## Work to be completed
In the listing below, how many lines contain the word "dead"? Answer with the number alone.
--------------------
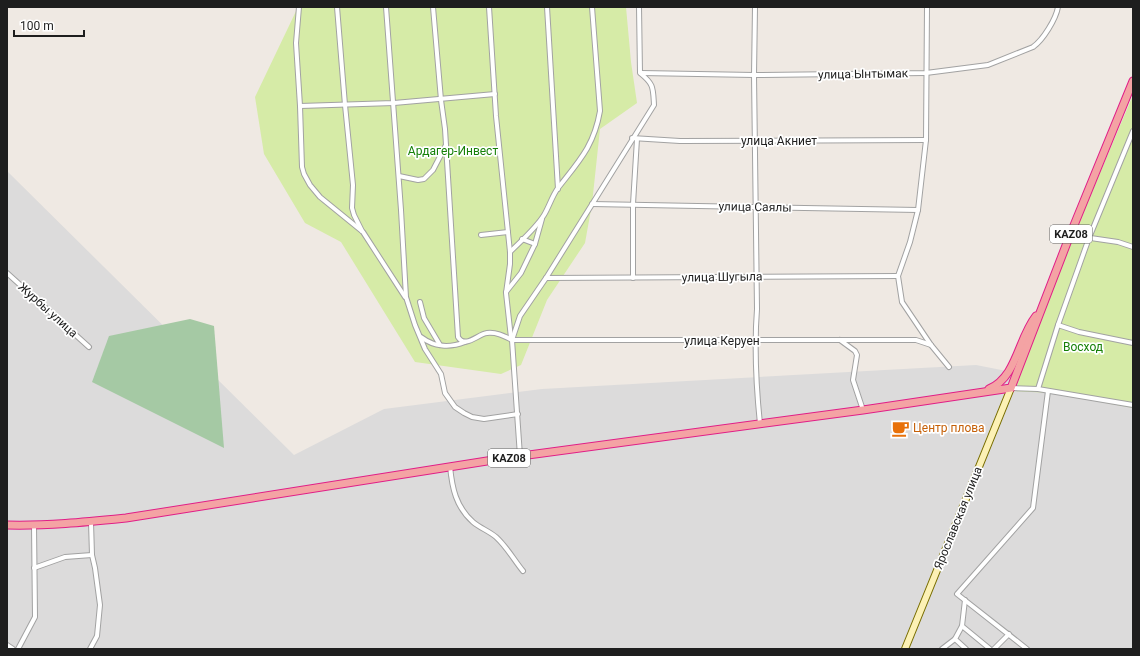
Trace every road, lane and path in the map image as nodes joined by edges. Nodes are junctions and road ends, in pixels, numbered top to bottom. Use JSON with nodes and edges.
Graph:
{"nodes":[{"id":1,"x":299,"y":7,"type":"edge"},
{"id":2,"x":337,"y":7,"type":"edge"},
{"id":3,"x":386,"y":7,"type":"edge"},
{"id":4,"x":433,"y":7,"type":"edge"},
{"id":5,"x":489,"y":7,"type":"edge"},
{"id":6,"x":548,"y":7,"type":"edge"},
{"id":7,"x":592,"y":7,"type":"edge"},
{"id":8,"x":639,"y":7,"type":"edge"},
{"id":9,"x":755,"y":7,"type":"edge"},
{"id":10,"x":927,"y":7,"type":"edge"},
{"id":11,"x":1058,"y":7,"type":"edge"},
{"id":12,"x":640,"y":73,"type":"junction"},
{"id":13,"x":926,"y":73,"type":"junction"},
{"id":14,"x":754,"y":75,"type":"junction"},
{"id":15,"x":1133,"y":81,"type":"edge"},
{"id":16,"x":495,"y":94,"type":"junction"},
{"id":17,"x":441,"y":100,"type":"junction"},
{"id":18,"x":394,"y":103,"type":"junction"},
{"id":19,"x":345,"y":105,"type":"junction"},
{"id":20,"x":300,"y":106,"type":"junction"},
{"id":21,"x":1133,"y":132,"type":"edge"},
{"id":22,"x":632,"y":138,"type":"junction"},
{"id":23,"x":637,"y":139,"type":"junction"},
{"id":24,"x":756,"y":140,"type":"junction"},
{"id":25,"x":926,"y":140,"type":"junction"},
{"id":26,"x":446,"y":145,"type":"junction"},
{"id":27,"x":399,"y":176,"type":"junction"},
{"id":28,"x":558,"y":189,"type":"junction"},
{"id":29,"x":592,"y":204,"type":"junction"},
{"id":30,"x":633,"y":204,"type":"junction"},
{"id":31,"x":756,"y":207,"type":"junction"},
{"id":32,"x":918,"y":210,"type":"junction"},
{"id":33,"x":543,"y":217,"type":"junction"},
{"id":34,"x":362,"y":231,"type":"junction"},
{"id":35,"x":508,"y":232,"type":"junction"},
{"id":36,"x":481,"y":235,"type":"dead end"},
{"id":37,"x":1070,"y":235,"type":"junction"},
{"id":38,"x":1089,"y":238,"type":"junction"},
{"id":39,"x":522,"y":239,"type":"junction"},
{"id":40,"x":535,"y":244,"type":"junction"},
{"id":41,"x":1133,"y":247,"type":"edge"},
{"id":42,"x":510,"y":252,"type":"junction"},
{"id":43,"x":7,"y":273,"type":"edge"},
{"id":44,"x":757,"y":276,"type":"junction"},
{"id":45,"x":898,"y":276,"type":"junction"},
{"id":46,"x":546,"y":278,"type":"junction"},
{"id":47,"x":633,"y":278,"type":"junction"},
{"id":48,"x":506,"y":293,"type":"junction"},
{"id":49,"x":406,"y":297,"type":"junction"},
{"id":50,"x":420,"y":302,"type":"dead end"},
{"id":51,"x":1040,"y":312,"type":"junction"},
{"id":52,"x":1058,"y":325,"type":"junction"},
{"id":53,"x":419,"y":335,"type":"junction"},
{"id":54,"x":512,"y":340,"type":"junction"},
{"id":55,"x":839,"y":340,"type":"junction"},
{"id":56,"x":755,"y":341,"type":"junction"},
{"id":57,"x":466,"y":342,"type":"junction"},
{"id":58,"x":1133,"y":343,"type":"edge"},
{"id":59,"x":440,"y":344,"type":"junction"},
{"id":60,"x":931,"y":344,"type":"junction"},
{"id":61,"x":89,"y":347,"type":"dead end"},
{"id":62,"x":949,"y":367,"type":"dead end"},
{"id":63,"x":1011,"y":388,"type":"junction"},
{"id":64,"x":1038,"y":389,"type":"junction"},
{"id":65,"x":1048,"y":391,"type":"junction"},
{"id":66,"x":980,"y":393,"type":"junction"},
{"id":67,"x":1133,"y":405,"type":"edge"},
{"id":68,"x":863,"y":410,"type":"junction"},
{"id":69,"x":518,"y":414,"type":"junction"},
{"id":70,"x":760,"y":424,"type":"junction"},
{"id":71,"x":520,"y":456,"type":"junction"},
{"id":72,"x":450,"y":466,"type":"junction"},
{"id":73,"x":91,"y":522,"type":"junction"},
{"id":74,"x":7,"y":525,"type":"edge"},
{"id":75,"x":34,"y":525,"type":"junction"},
{"id":76,"x":92,"y":555,"type":"junction"},
{"id":77,"x":34,"y":568,"type":"junction"},
{"id":78,"x":523,"y":571,"type":"dead end"},
{"id":79,"x":965,"y":600,"type":"junction"},
{"id":80,"x":962,"y":626,"type":"junction"},
{"id":81,"x":1009,"y":634,"type":"junction"},
{"id":82,"x":954,"y":639,"type":"junction"},
{"id":83,"x":7,"y":645,"type":"edge"},
{"id":84,"x":12,"y":649,"type":"edge"},
{"id":85,"x":18,"y":649,"type":"edge"},
{"id":86,"x":90,"y":649,"type":"edge"},
{"id":87,"x":905,"y":649,"type":"edge"},
{"id":88,"x":942,"y":649,"type":"edge"},
{"id":89,"x":966,"y":649,"type":"edge"},
{"id":90,"x":990,"y":649,"type":"edge"},
{"id":91,"x":994,"y":649,"type":"edge"},
{"id":92,"x":1026,"y":649,"type":"edge"}],
"edges":[{"from":1,"to":20,"type":"street"},
{"from":2,"to":19,"type":"street"},
{"from":3,"to":18,"type":"street"},
{"from":4,"to":17,"type":"street"},
{"from":5,"to":16,"type":"street"},
{"from":6,"to":28,"type":"street"},
{"from":7,"to":28,"type":"street"},
{"from":8,"to":12,"type":"street"},
{"from":9,"to":14,"type":"street"},
{"from":10,"to":13,"type":"street"},
{"from":11,"to":13,"type":"street","name":"улица Ынтымак"},
{"from":12,"to":14,"type":"street","name":"улица Ынтымак"},
{"from":12,"to":22,"type":"street"},
{"from":13,"to":14,"type":"street","name":"улица Ынтымак"},
{"from":13,"to":25,"type":"street"},
{"from":14,"to":24,"type":"street"},
{"from":15,"to":37,"type":"highway","number":"KAZ08"},
{"from":16,"to":17,"type":"street"},
{"from":16,"to":35,"type":"street"},
{"from":17,"to":18,"type":"street"},
{"from":17,"to":26,"type":"street"},
{"from":18,"to":19,"type":"street"},
{"from":18,"to":27,"type":"street"},
{"from":19,"to":20,"type":"street"},
{"from":19,"to":34,"type":"street"},
{"from":20,"to":34,"type":"street"},
{"from":21,"to":38,"type":"street"},
{"from":22,"to":23,"type":"street","name":"улица Акниет"},
{"from":22,"to":29,"type":"street"},
{"from":23,"to":24,"type":"street","name":"улица Акниет"},
{"from":23,"to":30,"type":"street"},
{"from":24,"to":25,"type":"street","name":"улица Акниет"},
{"from":24,"to":31,"type":"street"},
{"from":25,"to":32,"type":"street"},
{"from":26,"to":27,"type":"street"},
{"from":26,"to":57,"type":"street"},
{"from":27,"to":49,"type":"street"},
{"from":28,"to":33,"type":"street"},
{"from":29,"to":30,"type":"street","name":"улица Саялы"},
{"from":29,"to":46,"type":"street"},
{"from":30,"to":31,"type":"street","name":"улица Саялы"},
{"from":30,"to":47,"type":"street"},
{"from":31,"to":32,"type":"street","name":"улица Саялы"},
{"from":31,"to":44,"type":"street"},
{"from":32,"to":45,"type":"street"},
{"from":33,"to":39,"type":"street"},
{"from":33,"to":40,"type":"street"},
{"from":34,"to":49,"type":"street"},
{"from":35,"to":36,"type":"street"},
{"from":35,"to":42,"type":"street"},
{"from":37,"to":38,"type":"street"},
{"from":37,"to":51,"type":"highway","number":"KAZ08"},
{"from":38,"to":41,"type":"street"},
{"from":38,"to":52,"type":"street"},
{"from":39,"to":40,"type":"street"},
{"from":39,"to":42,"type":"street"},
{"from":40,"to":48,"type":"street"},
{"from":42,"to":48,"type":"street"},
{"from":43,"to":61,"type":"street","name":"Журбы улица"},
{"from":44,"to":45,"type":"street","name":"улица Шугыла"},
{"from":44,"to":47,"type":"street","name":"улица Шугыла"},
{"from":44,"to":56,"type":"street"},
{"from":45,"to":60,"type":"street"},
{"from":46,"to":47,"type":"street","name":"улица Шугыла"},
{"from":46,"to":54,"type":"street"},
{"from":48,"to":54,"type":"street"},
{"from":49,"to":53,"type":"street"},
{"from":50,"to":59,"type":"street"},
{"from":51,"to":63,"type":"highway","number":"KAZ08"},
{"from":51,"to":66,"type":"highway"},
{"from":52,"to":58,"type":"street"},
{"from":52,"to":64,"type":"street"},
{"from":53,"to":59,"type":"street"},
{"from":53,"to":69,"type":"street"},
{"from":54,"to":56,"type":"street","name":"улица Керуен"},
{"from":54,"to":57,"type":"street","name":"улица Керуен"},
{"from":54,"to":69,"type":"street"},
{"from":55,"to":56,"type":"street","name":"улица Керуен"},
{"from":55,"to":60,"type":"street","name":"улица Керуен"},
{"from":55,"to":68,"type":"street"},
{"from":56,"to":70,"type":"street"},
{"from":57,"to":59,"type":"street","name":"улица Керуен"},
{"from":60,"to":62,"type":"street"},
{"from":63,"to":64,"type":"street"},
{"from":63,"to":66,"type":"highway","number":"KAZ08"},
{"from":63,"to":87,"type":"main road","name":"Ярославская улица"},
{"from":64,"to":65,"type":"street"},
{"from":65,"to":67,"type":"street"},
{"from":65,"to":79,"type":"street"},
{"from":66,"to":68,"type":"highway","number":"KAZ08"},
{"from":68,"to":70,"type":"highway","number":"KAZ08"},
{"from":69,"to":71,"type":"street"},
{"from":70,"to":71,"type":"highway","number":"KAZ08"},
{"from":71,"to":72,"type":"highway","number":"KAZ08"},
{"from":72,"to":73,"type":"highway","number":"KAZ08"},
{"from":72,"to":78,"type":"street"},
{"from":73,"to":75,"type":"highway","number":"KAZ08"},
{"from":73,"to":76,"type":"street"},
{"from":74,"to":75,"type":"highway","number":"KAZ08"},
{"from":75,"to":77,"type":"street"},
{"from":76,"to":77,"type":"street"},
{"from":76,"to":86,"type":"street"},
{"from":77,"to":85,"type":"street"},
{"from":79,"to":80,"type":"street"},
{"from":79,"to":81,"type":"street"},
{"from":80,"to":82,"type":"street"},
{"from":80,"to":90,"type":"street"},
{"from":81,"to":91,"type":"street"},
{"from":81,"to":92,"type":"street"},
{"from":82,"to":88,"type":"street"},
{"from":82,"to":89,"type":"street"},
{"from":83,"to":84,"type":"street"}]}
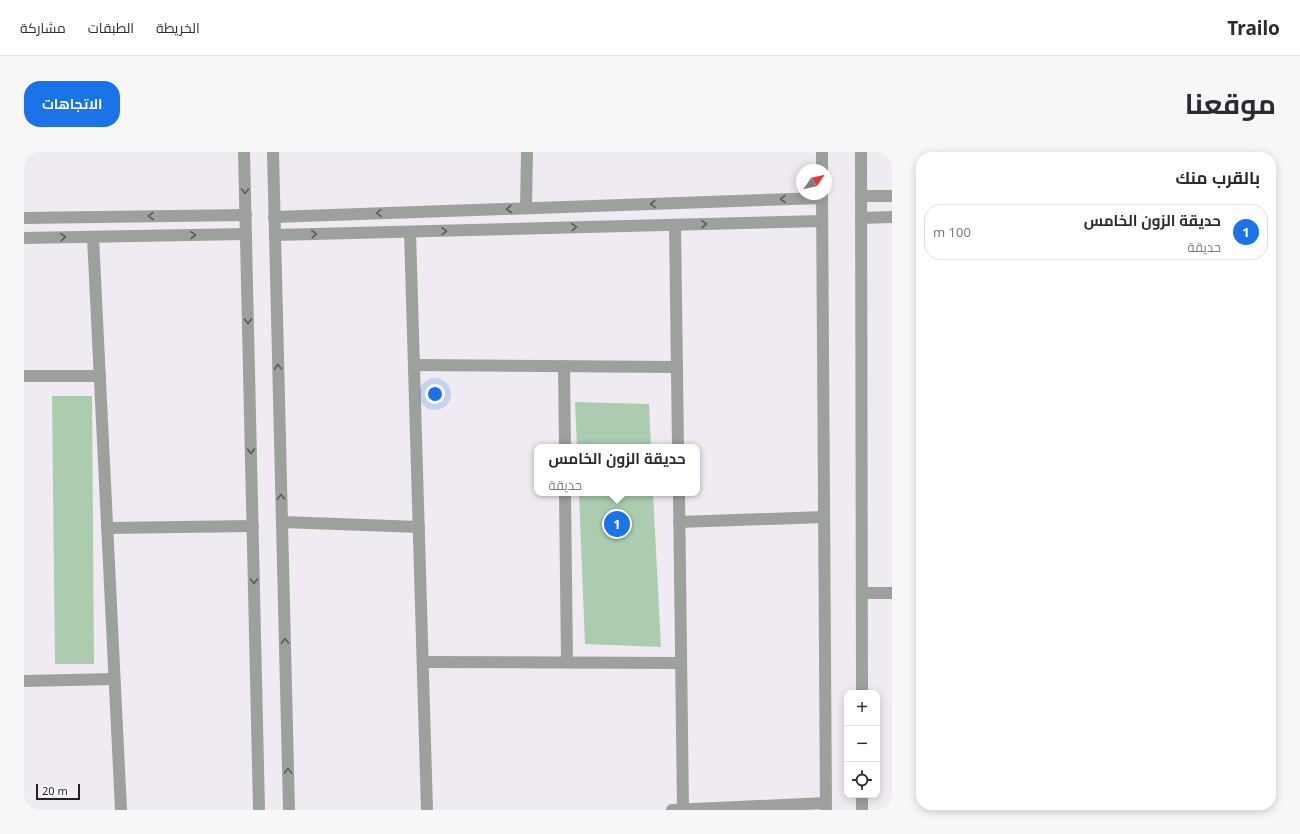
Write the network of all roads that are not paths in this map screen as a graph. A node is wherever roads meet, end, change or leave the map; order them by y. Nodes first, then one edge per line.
1 (244, 152) edge
2 (273, 152) edge
3 (526, 152) edge
4 (822, 152) edge
5 (861, 152) edge
6 (822, 164) edge
7 (861, 196) junction
8 (892, 196) edge
9 (796, 197) edge
10 (822, 200) edge
11 (526, 208) junction
12 (246, 215) junction
13 (274, 217) junction
14 (892, 217) edge
15 (24, 218) edge
16 (861, 218) junction
17 (822, 221) junction
18 (675, 225) junction
19 (410, 232) junction
20 (246, 234) junction
21 (275, 235) junction
22 (93, 237) junction
23 (24, 238) edge
24 (414, 365) junction
25 (564, 366) junction
26 (677, 367) junction
27 (24, 376) edge
28 (100, 376) junction
29 (564, 444) edge
30 (678, 444) edge
31 (565, 496) edge
32 (679, 496) edge
33 (824, 517) junction
34 (282, 522) junction
35 (679, 522) junction
36 (252, 526) junction
37 (419, 527) junction
38 (107, 528) junction
39 (862, 593) junction
40 (892, 593) edge
41 (423, 662) junction
42 (567, 662) junction
43 (681, 663) junction
44 (114, 679) junction
45 (24, 680) edge
46 (862, 690) edge
47 (862, 798) edge
48 (826, 807) edge
49 (120, 810) edge
50 (259, 810) edge
51 (289, 810) edge
52 (427, 810) edge
53 (678, 810) edge
54 (862, 810) edge

1 -> 12 street
2 - 13 street
3 - 11 street
4 - 6 street
5 - 7 street
7 - 8 street
7 - 16 street
9 -> 11 street
10 - 17 street
11 -> 13 street
12 -> 15 street
12 - 20 street
13 - 21 street
14 - 16 street
16 - 39 street
18 -> 17 street
17 - 33 street
19 -> 18 street
18 - 26 street
21 -> 19 street
19 - 24 street
22 -> 20 street
20 -> 36 street
34 -> 21 street
23 -> 22 street
22 - 28 street
24 - 25 street
24 - 37 street
25 - 26 street
25 - 29 street
26 - 30 street
27 - 28 street
28 - 38 street
31 - 42 street
32 - 35 street
33 - 35 street
33 - 48 street
34 - 37 street
51 -> 34 street
35 - 43 street
36 - 38 street
36 -> 50 street
37 - 41 street
38 - 44 street
39 - 40 street
39 - 46 street
41 - 42 street
41 - 52 street
42 - 43 street
43 - 53 street
44 - 45 street
44 - 49 street
47 - 54 street
48 - 53 street

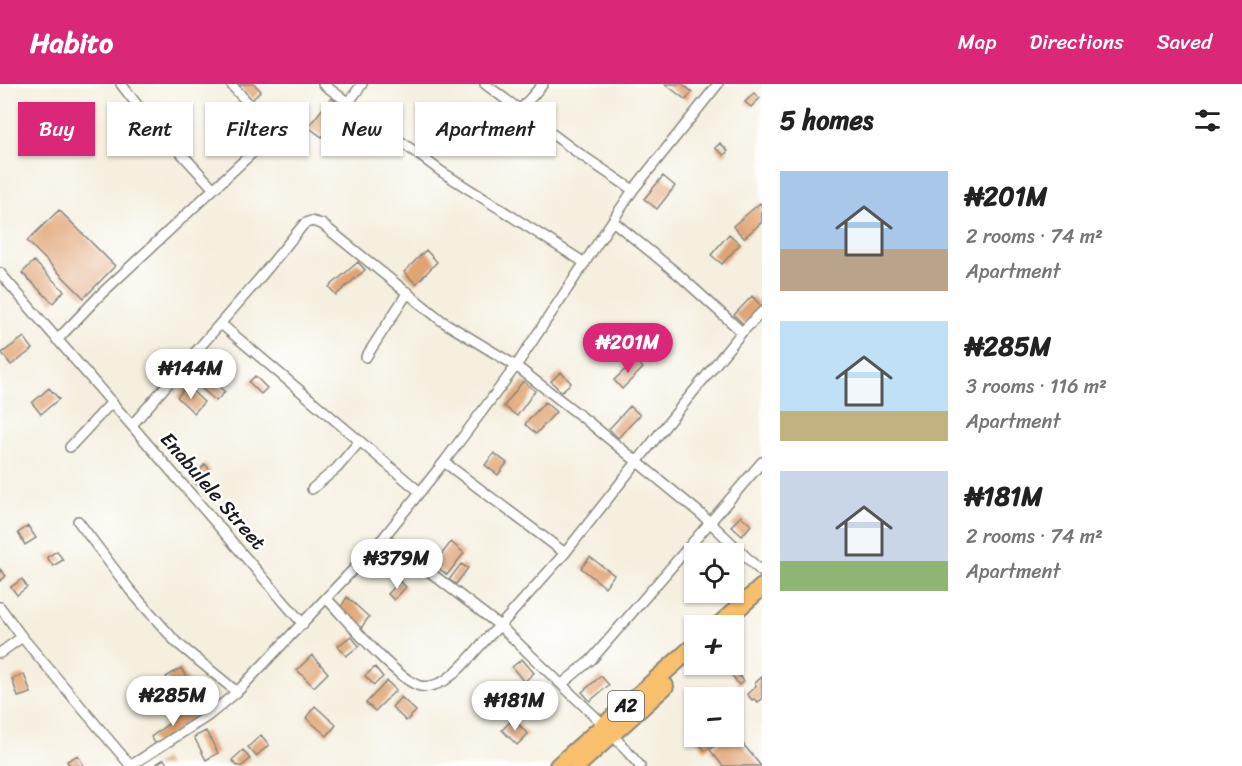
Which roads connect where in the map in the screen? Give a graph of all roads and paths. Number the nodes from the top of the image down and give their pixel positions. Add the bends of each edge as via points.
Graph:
1 (121, 84) edge
2 (231, 84) edge
3 (323, 84) edge
4 (362, 84) edge
5 (485, 84) edge
6 (543, 84) edge
7 (718, 84) edge
8 (349, 102) joint
9 (509, 102) edge
10 (527, 102) edge
11 (556, 135) edge
12 (403, 143) edge
13 (213, 188) junction
14 (633, 190) junction
15 (614, 222) junction
16 (585, 263) junction
17 (0, 273) edge
18 (408, 292) junction
19 (762, 312) edge
20 (220, 324) junction
21 (742, 332) junction
22 (57, 340) junction
23 (366, 357) dead end
24 (516, 366) junction
25 (112, 402) junction
26 (132, 425) junction
27 (359, 442) junction
28 (70, 447) dead end
29 (637, 461) junction
30 (444, 462) junction
31 (762, 462) edge
32 (312, 489) dead end
33 (420, 492) junction
34 (78, 521) dead end
35 (710, 523) junction
36 (384, 537) junction
37 (565, 553) junction
38 (762, 572) edge
39 (762, 587) edge
40 (327, 599) junction
41 (762, 602) edge
42 (0, 607) edge
43 (730, 615) edge
44 (744, 617) edge
45 (303, 624) junction
46 (500, 626) junction
47 (22, 637) junction
48 (0, 653) edge
49 (684, 656) edge
50 (684, 668) edge
51 (562, 684) junction
52 (237, 692) junction
53 (608, 730) junction
54 (131, 766) edge
55 (558, 766) edge
56 (577, 766) edge
57 (640, 766) edge

1 - 13 street
2 - 13 street via 268,133 266,140
3 - 8 street
4 - 8 street
5 - 9 street
6 - 10 street
7 - 14 street
11 - 14 street
12 - 16 street
13 - 22 street
14 - 15 street
15 - 16 street
15 - 21 street
16 - 24 street
17 - 22 street, Enabulele Street
18 - 20 street via 322,224 311,221 304,224
18 - 23 street
18 - 24 street via 442,321
19 - 21 street
20 - 26 street
20 - 27 street
21 - 29 street
22 - 25 street, Enabulele Street
24 - 29 street
24 - 30 street
25 - 26 street, Enabulele Street
25 - 28 street
26 - 45 street, Enabulele Street
27 - 32 street
27 - 33 street
29 - 35 street
29 - 37 street
30 - 33 street
30 - 37 street
31 - 35 street
33 - 36 street
34 - 52 street via 130,590 176,642
35 - 38 street
35 - 51 street via 592,659
36 - 40 street
36 - 46 street
37 - 46 street
39 - 43 highway
40 - 45 street
40 - 46 street via 393,668 419,686 431,687 466,664
41 - 44 highway
42 - 47 street
45 - 52 street
46 - 51 street
47 - 48 street
47 - 54 street
49 - 53 highway, A2
50 - 53 highway, A2
51 - 53 street
52 - 54 street via 208,716
53 - 55 highway, A2
53 - 56 highway, A2
53 - 57 street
--------------------
## Task response
9